:: Task inputs

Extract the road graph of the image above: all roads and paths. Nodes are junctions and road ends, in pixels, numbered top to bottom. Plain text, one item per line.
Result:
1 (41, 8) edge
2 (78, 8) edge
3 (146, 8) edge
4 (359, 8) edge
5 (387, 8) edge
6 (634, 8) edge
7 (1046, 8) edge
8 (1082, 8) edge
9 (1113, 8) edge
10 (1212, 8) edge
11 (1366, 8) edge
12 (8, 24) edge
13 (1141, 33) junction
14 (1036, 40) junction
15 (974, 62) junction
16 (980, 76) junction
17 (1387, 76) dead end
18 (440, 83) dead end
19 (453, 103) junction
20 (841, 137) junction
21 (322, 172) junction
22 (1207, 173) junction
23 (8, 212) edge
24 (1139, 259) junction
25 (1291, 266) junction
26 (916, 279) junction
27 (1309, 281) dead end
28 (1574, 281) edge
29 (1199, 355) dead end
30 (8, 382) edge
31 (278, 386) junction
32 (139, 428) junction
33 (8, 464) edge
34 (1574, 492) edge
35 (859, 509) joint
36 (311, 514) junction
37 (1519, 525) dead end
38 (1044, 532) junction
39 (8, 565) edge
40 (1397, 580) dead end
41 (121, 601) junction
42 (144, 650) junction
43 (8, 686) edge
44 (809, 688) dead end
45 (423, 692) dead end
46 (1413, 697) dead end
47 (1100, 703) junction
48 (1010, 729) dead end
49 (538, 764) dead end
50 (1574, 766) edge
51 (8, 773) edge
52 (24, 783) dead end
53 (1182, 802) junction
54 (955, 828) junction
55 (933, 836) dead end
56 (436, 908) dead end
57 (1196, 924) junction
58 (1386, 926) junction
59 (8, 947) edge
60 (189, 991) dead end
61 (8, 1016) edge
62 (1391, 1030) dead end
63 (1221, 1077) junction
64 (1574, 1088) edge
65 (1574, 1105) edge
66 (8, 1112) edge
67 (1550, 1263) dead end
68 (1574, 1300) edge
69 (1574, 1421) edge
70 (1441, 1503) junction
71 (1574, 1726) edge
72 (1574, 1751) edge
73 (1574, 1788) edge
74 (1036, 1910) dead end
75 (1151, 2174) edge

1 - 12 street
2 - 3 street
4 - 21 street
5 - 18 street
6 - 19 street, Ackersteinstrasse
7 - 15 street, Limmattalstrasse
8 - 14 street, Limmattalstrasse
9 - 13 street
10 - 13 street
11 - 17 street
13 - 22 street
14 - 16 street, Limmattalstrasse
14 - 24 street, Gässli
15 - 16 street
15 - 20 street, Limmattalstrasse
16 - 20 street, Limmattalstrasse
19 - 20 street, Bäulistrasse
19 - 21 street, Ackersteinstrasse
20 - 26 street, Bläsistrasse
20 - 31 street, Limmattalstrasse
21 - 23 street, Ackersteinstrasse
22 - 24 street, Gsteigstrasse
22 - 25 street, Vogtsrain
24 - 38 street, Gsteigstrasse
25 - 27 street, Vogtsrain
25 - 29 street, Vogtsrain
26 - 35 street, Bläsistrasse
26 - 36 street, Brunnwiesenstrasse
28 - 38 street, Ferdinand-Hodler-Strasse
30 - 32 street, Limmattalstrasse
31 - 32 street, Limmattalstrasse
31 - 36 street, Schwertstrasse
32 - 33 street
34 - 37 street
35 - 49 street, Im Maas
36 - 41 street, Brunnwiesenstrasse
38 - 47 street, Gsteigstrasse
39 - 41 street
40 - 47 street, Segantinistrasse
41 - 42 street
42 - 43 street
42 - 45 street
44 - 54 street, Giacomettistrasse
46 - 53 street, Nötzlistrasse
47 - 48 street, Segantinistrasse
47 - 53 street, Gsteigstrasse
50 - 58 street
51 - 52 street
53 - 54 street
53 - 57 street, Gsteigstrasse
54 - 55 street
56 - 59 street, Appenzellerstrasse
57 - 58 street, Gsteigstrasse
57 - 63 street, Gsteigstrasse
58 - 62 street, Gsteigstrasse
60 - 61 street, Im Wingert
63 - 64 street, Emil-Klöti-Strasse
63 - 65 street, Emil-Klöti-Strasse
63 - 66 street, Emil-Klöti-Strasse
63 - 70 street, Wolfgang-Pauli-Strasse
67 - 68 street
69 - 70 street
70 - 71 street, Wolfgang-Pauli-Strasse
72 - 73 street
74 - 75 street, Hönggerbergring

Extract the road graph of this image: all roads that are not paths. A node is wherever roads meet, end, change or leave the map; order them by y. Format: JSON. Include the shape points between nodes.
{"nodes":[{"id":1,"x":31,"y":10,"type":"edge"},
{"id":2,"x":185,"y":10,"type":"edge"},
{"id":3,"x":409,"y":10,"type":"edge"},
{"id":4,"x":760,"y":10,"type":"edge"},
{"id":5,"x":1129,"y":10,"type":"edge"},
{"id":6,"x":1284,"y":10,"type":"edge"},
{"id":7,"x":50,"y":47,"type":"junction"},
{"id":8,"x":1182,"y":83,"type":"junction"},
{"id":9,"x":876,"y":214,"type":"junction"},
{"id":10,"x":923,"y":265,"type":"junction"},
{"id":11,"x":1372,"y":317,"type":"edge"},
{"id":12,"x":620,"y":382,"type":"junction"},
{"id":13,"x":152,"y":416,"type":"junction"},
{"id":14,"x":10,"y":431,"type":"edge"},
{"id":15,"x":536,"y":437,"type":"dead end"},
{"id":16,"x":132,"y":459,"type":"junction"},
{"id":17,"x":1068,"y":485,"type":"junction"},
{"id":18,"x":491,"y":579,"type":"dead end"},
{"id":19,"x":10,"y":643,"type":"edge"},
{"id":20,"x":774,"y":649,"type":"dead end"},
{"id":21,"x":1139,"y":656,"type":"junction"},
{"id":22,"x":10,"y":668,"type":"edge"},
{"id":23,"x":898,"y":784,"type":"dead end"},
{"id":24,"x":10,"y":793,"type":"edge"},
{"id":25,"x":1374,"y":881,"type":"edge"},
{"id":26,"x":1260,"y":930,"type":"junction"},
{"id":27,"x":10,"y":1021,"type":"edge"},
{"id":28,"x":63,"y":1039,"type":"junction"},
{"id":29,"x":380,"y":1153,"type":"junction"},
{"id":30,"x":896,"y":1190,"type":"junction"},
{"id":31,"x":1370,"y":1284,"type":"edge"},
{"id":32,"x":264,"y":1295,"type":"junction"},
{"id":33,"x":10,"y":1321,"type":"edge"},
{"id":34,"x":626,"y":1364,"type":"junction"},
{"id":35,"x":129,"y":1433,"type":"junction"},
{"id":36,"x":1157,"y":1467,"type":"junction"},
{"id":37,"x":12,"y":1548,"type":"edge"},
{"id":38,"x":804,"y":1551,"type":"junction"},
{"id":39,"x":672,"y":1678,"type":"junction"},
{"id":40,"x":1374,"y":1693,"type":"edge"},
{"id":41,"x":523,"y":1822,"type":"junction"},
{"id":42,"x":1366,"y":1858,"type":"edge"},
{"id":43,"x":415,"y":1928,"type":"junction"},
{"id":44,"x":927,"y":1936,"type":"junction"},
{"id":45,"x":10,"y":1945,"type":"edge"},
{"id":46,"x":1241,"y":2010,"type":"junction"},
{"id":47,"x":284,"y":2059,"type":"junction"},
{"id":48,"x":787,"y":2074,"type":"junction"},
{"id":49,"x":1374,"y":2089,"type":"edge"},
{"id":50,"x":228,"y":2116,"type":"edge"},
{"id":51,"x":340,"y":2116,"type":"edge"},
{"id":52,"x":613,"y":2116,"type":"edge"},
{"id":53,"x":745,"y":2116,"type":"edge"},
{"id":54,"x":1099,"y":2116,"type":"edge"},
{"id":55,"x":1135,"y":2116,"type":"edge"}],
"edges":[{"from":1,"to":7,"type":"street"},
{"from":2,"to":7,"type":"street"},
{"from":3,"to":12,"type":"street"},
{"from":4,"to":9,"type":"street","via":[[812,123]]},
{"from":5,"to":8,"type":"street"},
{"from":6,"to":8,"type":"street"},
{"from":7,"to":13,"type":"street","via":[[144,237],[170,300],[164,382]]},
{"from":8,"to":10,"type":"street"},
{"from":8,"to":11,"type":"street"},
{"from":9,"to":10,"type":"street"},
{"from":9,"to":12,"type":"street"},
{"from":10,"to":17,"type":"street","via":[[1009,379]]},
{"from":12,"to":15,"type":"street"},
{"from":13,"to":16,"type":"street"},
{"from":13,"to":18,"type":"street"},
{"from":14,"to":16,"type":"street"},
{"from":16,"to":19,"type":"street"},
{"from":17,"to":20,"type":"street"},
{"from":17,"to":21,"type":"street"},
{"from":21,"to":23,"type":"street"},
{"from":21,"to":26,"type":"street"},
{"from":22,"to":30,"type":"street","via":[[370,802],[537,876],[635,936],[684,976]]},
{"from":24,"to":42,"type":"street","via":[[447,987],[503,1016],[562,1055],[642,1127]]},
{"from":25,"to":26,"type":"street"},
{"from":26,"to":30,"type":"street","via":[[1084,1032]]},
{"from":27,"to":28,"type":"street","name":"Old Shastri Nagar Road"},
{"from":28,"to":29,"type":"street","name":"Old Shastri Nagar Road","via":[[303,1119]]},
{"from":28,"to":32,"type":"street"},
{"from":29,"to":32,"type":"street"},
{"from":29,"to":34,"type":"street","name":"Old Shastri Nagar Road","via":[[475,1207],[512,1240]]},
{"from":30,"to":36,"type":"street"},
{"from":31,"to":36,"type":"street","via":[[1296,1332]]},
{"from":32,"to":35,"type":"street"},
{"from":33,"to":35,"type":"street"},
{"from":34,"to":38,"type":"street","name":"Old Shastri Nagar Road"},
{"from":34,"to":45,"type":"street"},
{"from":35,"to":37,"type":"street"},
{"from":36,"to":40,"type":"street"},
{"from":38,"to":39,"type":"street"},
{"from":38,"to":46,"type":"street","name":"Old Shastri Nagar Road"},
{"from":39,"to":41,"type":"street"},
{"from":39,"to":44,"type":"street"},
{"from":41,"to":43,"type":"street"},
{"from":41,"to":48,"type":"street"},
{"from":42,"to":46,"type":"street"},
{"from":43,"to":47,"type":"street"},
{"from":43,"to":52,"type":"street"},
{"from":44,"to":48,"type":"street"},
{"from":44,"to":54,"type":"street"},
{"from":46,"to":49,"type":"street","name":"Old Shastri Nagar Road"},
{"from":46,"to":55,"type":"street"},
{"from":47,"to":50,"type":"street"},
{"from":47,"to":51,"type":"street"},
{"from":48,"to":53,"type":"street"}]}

::::

Pull each line containing "name" from the records.

Output of the task:
{"from":27,"to":28,"type":"street","name":"Old Shastri Nagar Road"},
{"from":28,"to":29,"type":"street","name":"Old Shastri Nagar Road","via":[[303,1119]]},
{"from":29,"to":34,"type":"street","name":"Old Shastri Nagar Road","via":[[475,1207],[512,1240]]},
{"from":34,"to":38,"type":"street","name":"Old Shastri Nagar Road"},
{"from":38,"to":46,"type":"street","name":"Old Shastri Nagar Road"},
{"from":46,"to":49,"type":"street","name":"Old Shastri Nagar Road"},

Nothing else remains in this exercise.